Учился Никита легко и с удовольствием. Кумиров себе не создавал, но преклонялся перед талантом гения. Уважал людей, умеющих делать то, на что многие не способны. Любил музыку, книги, спорт. Среди художников выделял мастеров итальянской школы эпохи Возрождения. Изучал их биографии и все больше и больше поражался многогранности их таланта. Например, Микеланджело Буонарроти был еще скульптором, архитектором, поэтом и мыслителем; Рафаэль Санти – графиком и архитектором; Джорджоне обладал великолепным голосом и вкусом, играл на нескольких музыкальных инструментах. Но больше всего Никита был очарован Леонардо да Винчи, гений которого блистал не только в живописи, но и в науке, скульптуре, архитектуре и изобретательстве.
Знакомясь с искусством великих мастеров, Никита понял: чтобы стать хорошим художником, нужно изучать не только технику изобразительного искусства, но и математику, анатомию, физику, химию. Поэтому родители хлопот с ним не имели, сын всегда был прилежен, аккуратен, всегда выполнял домашние задания.

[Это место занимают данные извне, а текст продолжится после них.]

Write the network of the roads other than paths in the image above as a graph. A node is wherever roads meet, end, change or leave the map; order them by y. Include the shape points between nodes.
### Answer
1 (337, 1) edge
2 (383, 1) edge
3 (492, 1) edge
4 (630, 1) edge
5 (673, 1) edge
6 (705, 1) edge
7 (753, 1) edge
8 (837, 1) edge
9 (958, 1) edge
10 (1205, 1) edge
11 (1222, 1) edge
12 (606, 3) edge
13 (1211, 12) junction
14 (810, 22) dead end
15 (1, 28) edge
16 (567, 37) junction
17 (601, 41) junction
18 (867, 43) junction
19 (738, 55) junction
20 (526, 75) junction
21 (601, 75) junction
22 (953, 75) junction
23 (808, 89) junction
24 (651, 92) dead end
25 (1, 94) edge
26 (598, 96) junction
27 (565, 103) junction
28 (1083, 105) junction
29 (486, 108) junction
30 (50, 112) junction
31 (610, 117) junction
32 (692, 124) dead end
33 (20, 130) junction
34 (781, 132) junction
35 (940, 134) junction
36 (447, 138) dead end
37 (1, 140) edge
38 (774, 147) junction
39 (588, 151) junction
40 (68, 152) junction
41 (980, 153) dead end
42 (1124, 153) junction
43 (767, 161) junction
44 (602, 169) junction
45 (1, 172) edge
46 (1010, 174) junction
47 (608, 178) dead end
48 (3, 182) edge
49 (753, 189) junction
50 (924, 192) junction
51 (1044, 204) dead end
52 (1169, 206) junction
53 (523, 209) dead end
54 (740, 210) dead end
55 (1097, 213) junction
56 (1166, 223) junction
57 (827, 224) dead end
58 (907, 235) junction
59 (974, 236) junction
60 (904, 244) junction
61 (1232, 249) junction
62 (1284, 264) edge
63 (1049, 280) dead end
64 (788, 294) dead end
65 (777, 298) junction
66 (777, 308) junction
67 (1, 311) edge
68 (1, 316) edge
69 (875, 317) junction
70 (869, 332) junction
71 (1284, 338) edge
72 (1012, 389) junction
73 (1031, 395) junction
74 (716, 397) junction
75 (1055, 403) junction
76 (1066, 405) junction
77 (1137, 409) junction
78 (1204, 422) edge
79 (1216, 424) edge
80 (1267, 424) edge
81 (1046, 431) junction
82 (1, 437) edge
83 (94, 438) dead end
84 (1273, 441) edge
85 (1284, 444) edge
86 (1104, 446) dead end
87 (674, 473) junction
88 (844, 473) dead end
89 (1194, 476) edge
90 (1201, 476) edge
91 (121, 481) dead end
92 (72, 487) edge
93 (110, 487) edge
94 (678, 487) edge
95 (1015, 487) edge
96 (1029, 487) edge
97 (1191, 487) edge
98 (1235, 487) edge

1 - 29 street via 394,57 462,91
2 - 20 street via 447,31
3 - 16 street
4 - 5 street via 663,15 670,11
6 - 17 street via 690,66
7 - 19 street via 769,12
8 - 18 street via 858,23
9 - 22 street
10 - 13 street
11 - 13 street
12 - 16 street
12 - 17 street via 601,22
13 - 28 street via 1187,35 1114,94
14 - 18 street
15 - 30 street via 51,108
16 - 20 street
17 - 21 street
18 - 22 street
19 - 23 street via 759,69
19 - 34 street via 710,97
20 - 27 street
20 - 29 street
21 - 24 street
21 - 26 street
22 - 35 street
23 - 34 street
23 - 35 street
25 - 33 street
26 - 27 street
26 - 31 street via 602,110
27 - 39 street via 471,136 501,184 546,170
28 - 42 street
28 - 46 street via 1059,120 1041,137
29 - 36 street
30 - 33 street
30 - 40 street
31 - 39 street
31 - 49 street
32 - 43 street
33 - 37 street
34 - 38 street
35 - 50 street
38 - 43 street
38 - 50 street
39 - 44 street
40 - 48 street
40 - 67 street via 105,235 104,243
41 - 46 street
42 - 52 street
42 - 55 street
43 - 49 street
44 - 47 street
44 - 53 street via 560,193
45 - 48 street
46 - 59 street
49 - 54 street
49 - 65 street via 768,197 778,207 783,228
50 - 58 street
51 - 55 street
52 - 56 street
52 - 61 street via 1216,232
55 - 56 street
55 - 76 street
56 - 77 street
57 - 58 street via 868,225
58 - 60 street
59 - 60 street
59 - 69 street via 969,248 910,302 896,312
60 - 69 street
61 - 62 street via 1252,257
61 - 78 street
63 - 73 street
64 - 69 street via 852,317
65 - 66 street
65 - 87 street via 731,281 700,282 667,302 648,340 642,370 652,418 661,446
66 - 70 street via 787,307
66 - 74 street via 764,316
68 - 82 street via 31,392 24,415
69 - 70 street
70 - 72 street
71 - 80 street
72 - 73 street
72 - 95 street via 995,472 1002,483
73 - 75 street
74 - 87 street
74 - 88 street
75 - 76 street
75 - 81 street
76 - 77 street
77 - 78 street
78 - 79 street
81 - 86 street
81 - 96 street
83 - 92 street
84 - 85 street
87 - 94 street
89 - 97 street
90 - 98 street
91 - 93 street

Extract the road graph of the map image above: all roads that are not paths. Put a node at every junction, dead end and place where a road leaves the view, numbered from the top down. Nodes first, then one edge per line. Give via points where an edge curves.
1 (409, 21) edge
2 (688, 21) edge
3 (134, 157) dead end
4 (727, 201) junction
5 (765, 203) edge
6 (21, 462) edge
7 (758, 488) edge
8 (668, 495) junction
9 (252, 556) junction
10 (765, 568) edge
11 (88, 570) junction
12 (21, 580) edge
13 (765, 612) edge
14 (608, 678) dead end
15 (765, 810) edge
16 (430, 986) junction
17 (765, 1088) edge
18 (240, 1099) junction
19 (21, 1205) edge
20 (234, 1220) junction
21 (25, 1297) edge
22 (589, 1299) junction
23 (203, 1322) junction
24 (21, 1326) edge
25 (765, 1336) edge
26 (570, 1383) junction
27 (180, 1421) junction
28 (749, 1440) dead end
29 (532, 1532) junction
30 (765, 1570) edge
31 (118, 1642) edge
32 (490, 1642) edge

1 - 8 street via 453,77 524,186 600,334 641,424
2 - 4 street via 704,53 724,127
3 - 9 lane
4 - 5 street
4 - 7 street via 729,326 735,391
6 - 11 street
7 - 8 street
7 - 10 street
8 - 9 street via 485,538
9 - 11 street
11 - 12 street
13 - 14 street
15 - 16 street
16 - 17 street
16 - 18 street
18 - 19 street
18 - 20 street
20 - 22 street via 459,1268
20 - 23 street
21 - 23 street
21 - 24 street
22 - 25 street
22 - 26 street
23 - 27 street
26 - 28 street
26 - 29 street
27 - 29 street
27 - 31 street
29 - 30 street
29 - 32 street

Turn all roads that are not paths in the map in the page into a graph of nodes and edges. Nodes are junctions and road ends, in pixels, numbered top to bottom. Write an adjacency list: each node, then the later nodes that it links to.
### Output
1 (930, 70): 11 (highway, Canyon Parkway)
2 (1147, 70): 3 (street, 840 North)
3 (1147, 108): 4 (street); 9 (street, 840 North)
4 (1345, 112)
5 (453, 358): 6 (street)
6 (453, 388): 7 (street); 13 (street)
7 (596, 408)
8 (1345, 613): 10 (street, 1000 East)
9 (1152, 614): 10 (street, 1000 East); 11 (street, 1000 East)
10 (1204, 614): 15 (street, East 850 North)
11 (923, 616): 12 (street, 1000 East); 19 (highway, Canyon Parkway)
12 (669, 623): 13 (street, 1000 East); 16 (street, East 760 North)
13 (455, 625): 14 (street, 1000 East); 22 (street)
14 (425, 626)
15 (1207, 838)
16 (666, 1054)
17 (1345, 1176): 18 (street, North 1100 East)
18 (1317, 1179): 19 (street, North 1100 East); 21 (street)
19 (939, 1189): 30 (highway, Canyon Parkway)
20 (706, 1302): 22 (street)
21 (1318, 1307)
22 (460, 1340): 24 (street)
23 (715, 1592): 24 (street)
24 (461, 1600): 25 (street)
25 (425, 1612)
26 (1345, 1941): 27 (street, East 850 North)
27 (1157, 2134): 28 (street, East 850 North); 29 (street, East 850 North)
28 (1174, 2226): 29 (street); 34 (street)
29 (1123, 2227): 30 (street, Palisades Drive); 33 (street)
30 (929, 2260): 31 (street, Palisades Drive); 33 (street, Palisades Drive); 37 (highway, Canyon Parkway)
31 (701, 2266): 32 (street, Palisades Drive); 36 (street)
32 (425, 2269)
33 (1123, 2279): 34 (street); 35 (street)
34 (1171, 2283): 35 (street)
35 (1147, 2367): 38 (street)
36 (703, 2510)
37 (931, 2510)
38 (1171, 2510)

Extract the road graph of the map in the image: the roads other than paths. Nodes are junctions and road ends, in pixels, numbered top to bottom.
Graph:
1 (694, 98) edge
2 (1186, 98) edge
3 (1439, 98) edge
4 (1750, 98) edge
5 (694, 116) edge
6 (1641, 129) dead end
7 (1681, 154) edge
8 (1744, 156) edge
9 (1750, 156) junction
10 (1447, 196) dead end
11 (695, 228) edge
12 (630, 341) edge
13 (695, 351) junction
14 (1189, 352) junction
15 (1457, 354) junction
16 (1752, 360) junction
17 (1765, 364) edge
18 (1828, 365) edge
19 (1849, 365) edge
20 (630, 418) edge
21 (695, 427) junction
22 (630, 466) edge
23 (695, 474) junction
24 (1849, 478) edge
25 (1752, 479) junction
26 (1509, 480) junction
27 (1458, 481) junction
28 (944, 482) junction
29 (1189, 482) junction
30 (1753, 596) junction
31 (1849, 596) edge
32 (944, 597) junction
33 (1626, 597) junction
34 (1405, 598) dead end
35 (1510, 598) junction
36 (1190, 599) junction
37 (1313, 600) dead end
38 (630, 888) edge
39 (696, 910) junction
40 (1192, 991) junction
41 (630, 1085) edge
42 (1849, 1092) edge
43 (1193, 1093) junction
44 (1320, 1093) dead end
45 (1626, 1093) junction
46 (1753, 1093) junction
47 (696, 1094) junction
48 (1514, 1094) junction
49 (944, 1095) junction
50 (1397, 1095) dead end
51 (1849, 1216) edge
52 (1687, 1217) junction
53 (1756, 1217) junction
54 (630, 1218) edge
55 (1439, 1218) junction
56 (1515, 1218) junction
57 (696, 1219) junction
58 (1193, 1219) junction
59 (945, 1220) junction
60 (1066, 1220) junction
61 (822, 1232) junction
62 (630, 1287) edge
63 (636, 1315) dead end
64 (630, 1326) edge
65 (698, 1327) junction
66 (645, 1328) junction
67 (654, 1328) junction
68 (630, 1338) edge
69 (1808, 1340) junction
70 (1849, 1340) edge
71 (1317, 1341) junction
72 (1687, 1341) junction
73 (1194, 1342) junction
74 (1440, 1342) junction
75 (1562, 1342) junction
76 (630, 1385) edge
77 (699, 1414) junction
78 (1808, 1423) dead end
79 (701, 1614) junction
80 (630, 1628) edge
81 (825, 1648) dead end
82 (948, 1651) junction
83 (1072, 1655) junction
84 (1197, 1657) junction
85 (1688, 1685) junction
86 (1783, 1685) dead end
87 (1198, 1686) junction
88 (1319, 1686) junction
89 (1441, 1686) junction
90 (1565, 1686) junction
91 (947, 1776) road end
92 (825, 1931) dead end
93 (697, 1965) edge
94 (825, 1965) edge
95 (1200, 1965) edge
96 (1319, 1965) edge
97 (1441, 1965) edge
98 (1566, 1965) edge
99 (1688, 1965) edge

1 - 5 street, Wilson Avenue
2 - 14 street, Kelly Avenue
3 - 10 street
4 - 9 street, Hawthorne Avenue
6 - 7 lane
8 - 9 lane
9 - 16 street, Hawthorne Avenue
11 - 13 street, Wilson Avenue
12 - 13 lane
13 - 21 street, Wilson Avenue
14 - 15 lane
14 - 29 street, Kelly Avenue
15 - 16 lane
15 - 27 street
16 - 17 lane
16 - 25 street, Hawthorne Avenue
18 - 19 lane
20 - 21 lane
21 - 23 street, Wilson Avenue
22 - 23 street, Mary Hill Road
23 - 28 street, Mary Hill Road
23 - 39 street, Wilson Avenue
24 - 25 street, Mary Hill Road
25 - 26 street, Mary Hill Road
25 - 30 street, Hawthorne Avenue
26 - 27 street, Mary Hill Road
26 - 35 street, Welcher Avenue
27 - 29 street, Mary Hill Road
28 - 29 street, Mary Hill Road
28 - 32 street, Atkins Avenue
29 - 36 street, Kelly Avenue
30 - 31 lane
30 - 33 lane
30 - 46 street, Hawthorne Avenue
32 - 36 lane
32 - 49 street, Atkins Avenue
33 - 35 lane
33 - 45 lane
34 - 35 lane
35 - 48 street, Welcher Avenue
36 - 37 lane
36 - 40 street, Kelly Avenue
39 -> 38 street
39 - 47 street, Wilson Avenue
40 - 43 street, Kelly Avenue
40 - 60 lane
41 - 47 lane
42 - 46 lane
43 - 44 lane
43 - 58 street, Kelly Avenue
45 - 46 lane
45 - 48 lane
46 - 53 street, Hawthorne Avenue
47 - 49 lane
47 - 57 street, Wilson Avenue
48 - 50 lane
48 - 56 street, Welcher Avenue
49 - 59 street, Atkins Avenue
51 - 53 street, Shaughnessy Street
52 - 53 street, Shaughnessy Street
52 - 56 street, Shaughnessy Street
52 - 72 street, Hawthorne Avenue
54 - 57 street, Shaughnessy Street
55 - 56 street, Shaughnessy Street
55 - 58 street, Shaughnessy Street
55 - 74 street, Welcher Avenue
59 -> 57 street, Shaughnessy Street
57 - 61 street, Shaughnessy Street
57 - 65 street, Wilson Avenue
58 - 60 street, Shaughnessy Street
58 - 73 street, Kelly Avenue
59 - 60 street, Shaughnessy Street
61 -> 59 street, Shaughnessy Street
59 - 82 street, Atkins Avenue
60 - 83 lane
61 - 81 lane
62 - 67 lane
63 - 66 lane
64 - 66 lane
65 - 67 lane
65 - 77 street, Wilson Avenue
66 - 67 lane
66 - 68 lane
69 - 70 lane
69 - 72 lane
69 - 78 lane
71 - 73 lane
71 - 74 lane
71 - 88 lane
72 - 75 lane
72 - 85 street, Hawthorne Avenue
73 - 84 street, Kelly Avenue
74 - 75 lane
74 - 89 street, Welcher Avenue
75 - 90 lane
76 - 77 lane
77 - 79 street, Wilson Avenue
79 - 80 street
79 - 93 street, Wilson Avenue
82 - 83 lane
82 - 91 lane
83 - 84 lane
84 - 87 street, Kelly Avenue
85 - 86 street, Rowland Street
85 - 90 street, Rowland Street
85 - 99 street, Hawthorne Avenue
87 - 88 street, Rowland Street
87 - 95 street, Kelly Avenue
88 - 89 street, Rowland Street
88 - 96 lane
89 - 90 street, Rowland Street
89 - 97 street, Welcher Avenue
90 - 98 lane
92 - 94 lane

Вот так легко, весело, интересно протекала жизнь Никиты. В будни днем школа, вечером во дворе с ребятами футбол. В выходные с родителями походы в кино, театр, цирк или поездки за город. Но в один день, когда Никите было 14 лет, все рухнуло. Отец ушел в другую семью. Для молодого человека с совсем еще не окрепшей психикой это стало тяжелейшим ударом, перевернувшим все в его сознании. Все, чем он так дорожил, чем гордился, во что верил, превращалось в прах. Никита не мог понять, как же отец, так горячо любивший его и маму, смог променять их на другую женщину. Хотя, избранницу отца он не видел, но в ее лице возненавидел всех женщин, кроме матери. Напрасно мама уверяла сына, что некого винить, просто так сложилась жизнь, Никита оставался непреклонен. Поддерживать отношения с отцом он не хотел, как тот ни старался, и простить его не мог. Особенно было обидно за маму, которая ничего не говорила, но тихо плакала по ночам.